Proof Assume minimum distance is $d$. Show that every $d-1$ columns of $H$ are independent. - Fact: In linear codes minimum distance is the minimum weight ($d_H(x,y)=w_H(x-y)$). Indeed, if there exists a $d-1$ columns of $H$ that are linearly dependent, then we have $Hc^\top=0$ for some $c\in \mathcal{C}$ with $w_H(c) #### The Hamming code Let $m\in \mathbb{N}$. Take all $2^m-1$ non-zero vectors in $\mathbb{F}_2^m$. Put them as columns of a matrix $H$. Example: for $m=3$, $$ H=\begin{pmatrix} 1 & 0 & 0 & 1 & 1 & 0 & 1\\ 0 & 1 & 0 & 1 & 0 & 1 & 1\\ 0 & 0 & 1 & 0 & 1 & 1 & 1\\ \end{pmatrix} $$ Minimum distance is 3.
Proof for minimum distance Using the lemma for minimum distance. Since $H$ are linearly independent, the minimum distance is 3.

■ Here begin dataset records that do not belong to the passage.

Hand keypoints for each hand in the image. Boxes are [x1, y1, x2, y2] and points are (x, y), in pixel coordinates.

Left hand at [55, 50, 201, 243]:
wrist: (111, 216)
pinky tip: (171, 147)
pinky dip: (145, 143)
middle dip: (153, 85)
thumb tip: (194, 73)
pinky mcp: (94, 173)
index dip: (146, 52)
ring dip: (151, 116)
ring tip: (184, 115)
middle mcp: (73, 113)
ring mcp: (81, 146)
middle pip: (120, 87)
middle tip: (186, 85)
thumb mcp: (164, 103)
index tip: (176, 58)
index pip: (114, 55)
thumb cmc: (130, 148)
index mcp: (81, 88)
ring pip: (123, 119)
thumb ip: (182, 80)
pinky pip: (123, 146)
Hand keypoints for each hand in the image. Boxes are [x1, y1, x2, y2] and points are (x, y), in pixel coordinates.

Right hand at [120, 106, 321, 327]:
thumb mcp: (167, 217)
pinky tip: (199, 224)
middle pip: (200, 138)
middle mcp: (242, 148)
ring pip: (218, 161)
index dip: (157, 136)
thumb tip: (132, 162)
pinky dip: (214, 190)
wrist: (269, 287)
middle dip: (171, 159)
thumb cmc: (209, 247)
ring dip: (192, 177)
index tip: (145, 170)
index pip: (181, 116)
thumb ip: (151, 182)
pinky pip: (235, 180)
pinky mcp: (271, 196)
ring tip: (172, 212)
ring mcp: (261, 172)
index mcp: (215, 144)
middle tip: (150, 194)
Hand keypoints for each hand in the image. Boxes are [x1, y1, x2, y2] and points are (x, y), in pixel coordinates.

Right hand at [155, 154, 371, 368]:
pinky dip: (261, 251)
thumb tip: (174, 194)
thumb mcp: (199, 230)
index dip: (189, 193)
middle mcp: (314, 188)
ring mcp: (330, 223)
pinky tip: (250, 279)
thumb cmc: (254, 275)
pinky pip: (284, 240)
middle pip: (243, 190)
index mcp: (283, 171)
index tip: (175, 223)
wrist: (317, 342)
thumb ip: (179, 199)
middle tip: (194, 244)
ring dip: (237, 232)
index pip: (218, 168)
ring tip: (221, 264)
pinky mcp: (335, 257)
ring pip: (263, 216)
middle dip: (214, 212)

So the maximum number of error correction is 1. The length of code is $2^m-1$. $k=2^m-m-1$. #### Hadamard code Define the code by encoding function: $E(x): \mathbb{F}_2^m\to \mathbb{F}_2^{2^m}=(xy_1^\top,\cdots,xy_{2^m}^\top)$ ($y\in \mathbb{F}_2^m$) Space of codewords is image of $E$. This is a linear code since each term is a linear combination of $x$ and $y$. If $x_1,x_2,\ldots,x_m$ is a basis of $\mathbb{F}_2^m$, then $E(x_1),E(x_2),\ldots,E(x_m)$ is a basis of $\mathcal{C}$. So the dimension of $\mathcal{C}$ is $m$. Minimum distance is: $2^{m-1}$.

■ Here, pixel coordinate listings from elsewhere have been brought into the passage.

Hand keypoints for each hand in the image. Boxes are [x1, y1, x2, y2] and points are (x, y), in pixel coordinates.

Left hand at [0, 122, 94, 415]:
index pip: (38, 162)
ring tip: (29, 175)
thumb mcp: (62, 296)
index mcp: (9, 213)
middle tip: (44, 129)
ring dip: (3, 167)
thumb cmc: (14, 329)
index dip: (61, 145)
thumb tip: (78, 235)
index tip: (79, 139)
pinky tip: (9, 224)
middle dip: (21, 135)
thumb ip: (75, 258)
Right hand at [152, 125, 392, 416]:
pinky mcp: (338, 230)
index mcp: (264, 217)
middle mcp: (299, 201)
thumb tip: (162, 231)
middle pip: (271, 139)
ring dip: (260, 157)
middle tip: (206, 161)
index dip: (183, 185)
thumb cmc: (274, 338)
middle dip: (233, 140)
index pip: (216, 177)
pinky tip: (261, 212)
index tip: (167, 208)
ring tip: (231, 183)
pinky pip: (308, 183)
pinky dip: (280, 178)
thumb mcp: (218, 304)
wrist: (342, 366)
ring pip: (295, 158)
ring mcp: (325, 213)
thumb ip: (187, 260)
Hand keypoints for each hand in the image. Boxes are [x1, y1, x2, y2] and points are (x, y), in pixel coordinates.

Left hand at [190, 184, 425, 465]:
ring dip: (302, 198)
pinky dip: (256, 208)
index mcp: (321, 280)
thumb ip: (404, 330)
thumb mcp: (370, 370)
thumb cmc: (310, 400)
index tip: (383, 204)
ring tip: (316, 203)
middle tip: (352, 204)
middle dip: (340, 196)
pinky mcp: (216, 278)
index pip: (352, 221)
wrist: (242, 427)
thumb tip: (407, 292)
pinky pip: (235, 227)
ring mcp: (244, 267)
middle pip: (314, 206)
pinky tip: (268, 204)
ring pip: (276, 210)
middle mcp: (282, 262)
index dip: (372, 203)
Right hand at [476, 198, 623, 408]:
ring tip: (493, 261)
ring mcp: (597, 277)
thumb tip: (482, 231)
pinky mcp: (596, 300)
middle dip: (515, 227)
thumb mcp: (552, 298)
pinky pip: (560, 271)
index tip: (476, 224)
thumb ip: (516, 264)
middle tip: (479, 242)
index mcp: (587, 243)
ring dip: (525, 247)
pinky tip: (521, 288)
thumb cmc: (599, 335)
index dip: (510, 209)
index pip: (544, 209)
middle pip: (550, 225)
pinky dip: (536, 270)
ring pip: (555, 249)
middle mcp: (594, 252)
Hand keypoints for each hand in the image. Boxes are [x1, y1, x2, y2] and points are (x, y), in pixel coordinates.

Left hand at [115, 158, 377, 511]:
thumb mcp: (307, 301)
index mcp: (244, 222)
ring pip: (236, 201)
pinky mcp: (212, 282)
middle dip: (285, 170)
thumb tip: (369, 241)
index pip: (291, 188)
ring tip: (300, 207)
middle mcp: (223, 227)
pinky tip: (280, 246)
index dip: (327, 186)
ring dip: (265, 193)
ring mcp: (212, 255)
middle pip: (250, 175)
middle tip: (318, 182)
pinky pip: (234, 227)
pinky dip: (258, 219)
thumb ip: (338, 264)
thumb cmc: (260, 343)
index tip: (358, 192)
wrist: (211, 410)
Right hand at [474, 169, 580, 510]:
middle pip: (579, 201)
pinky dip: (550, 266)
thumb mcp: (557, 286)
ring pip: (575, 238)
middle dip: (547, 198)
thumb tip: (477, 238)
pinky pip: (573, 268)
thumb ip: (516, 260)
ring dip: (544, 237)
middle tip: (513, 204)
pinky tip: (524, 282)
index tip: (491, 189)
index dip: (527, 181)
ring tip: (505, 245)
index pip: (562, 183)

Proof for minimum distance Since the code is linear, then the minimum distance is the minimum weight of the codewords. For each $x\in \mathbb{F}_2^m$, there exists $2^{m-1}$ such that $E(x)=1$. For all non-zero $x$ we have $d(E(x),E(0))=2^{m-1}$.
There exists a redundant $y_i=0$, we remove it from $E(x)$ to get a puntured Hadamard codeword. The length of the code is $2^{m-1}$. SO $E: \mathbb{F}_2^m\to \mathbb{F}_2^{2^{m-1}}$ is a linear code. The generator matrix is the parity check matrix of Hamming code. The dual of Hamming code is the (puntured) Hadamard code.